All of this makes the OQO a quizzical product. Whether one agrees with the sliding screen arrangement or not (several people we talked to would have much preferred a clamshell), it is a beautifully designed device that has a very high quality feel. Almost everything is very well thought out, and it's almost impossible not to be instinctively drawn to this little machine that can do so much. The OQO is barely larger than a PDA, yet it is a true Windows XP machine with excellent connectivity. There really aren't many compromises. The OQO is quite usable as is, without any peripherals at all. You won't type a novel on the little keyboard, but it works just fine and the little keys have good tactile feedback. As is usually the case with Transmeta machines, some operations are quick enough. Other times you wait too long. The 20GB hard disk is large enough, and while the multi-purpose port-replicator cable is a bit weird (and bulky if you have to take it along), you don't really need it as the OQO has an onboard full-size USB plug and other connectors. So if you want to connect a full-size keyboard, no problem.

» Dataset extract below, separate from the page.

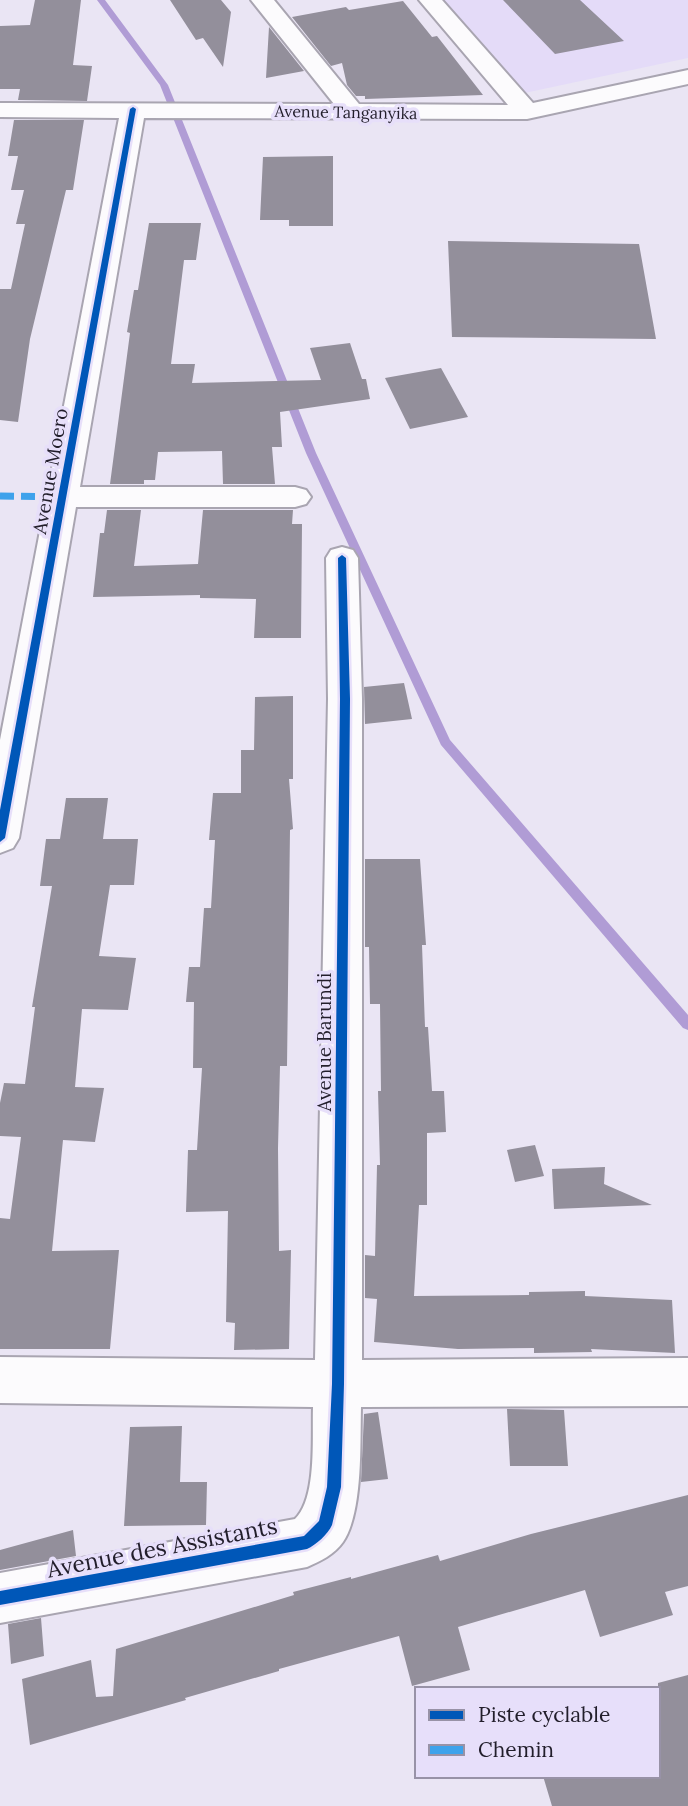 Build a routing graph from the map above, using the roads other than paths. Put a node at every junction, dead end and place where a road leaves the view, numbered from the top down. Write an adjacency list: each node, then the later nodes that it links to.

The OQO model 01 is a machine that some will absolutely adore. It is a completely self-contained, self-sufficient Windows computer that fits into a pocket. It has full wireless connectivity (802.11 and BlueTooth) and you'll never encounter a PDA's inherent limitations. You can use all the familiar Windows applications and never have to worry about file formats and compatibility issues. The screen is small, but so incredibly sharp that you can read even the tiniest text. While the digitizer is frustrating, the TrackStik works well and is very precise. And with a full keyboard and an external monitor it serves as a desktop computer, albeit not a very fast one. Even with the energy-efficient Transmeta chip I didn't expect much battery life. I was wrong. Battery life isn't terrific, but it is more than good enough. After a couple of hours of continuous use, the battery meter was still more than half. This machine is far more than just a novelty.
Yet, no machine this small comes without compromises. Some are inherent, such as the 800 x 480 pixel display, the tiny keyboard, or the limited processor. Others are design decisions, such as the sliding display or the port replicator cable. The one thing that could, and should, be better is the digitizer. Finally, there is the price. Our review machine with Windows XP Professional and the Office Small Business Edition lists for US$2,299. A basic OQO with XP Home goes for US$1,899. Ultra-portables usually carry a price premium because making things smaller is more expensive. So opinions will be divided. Some will see a computer this small at this price as a bargain. Others will only see the high price and the inherent limitations. So it's all up to you.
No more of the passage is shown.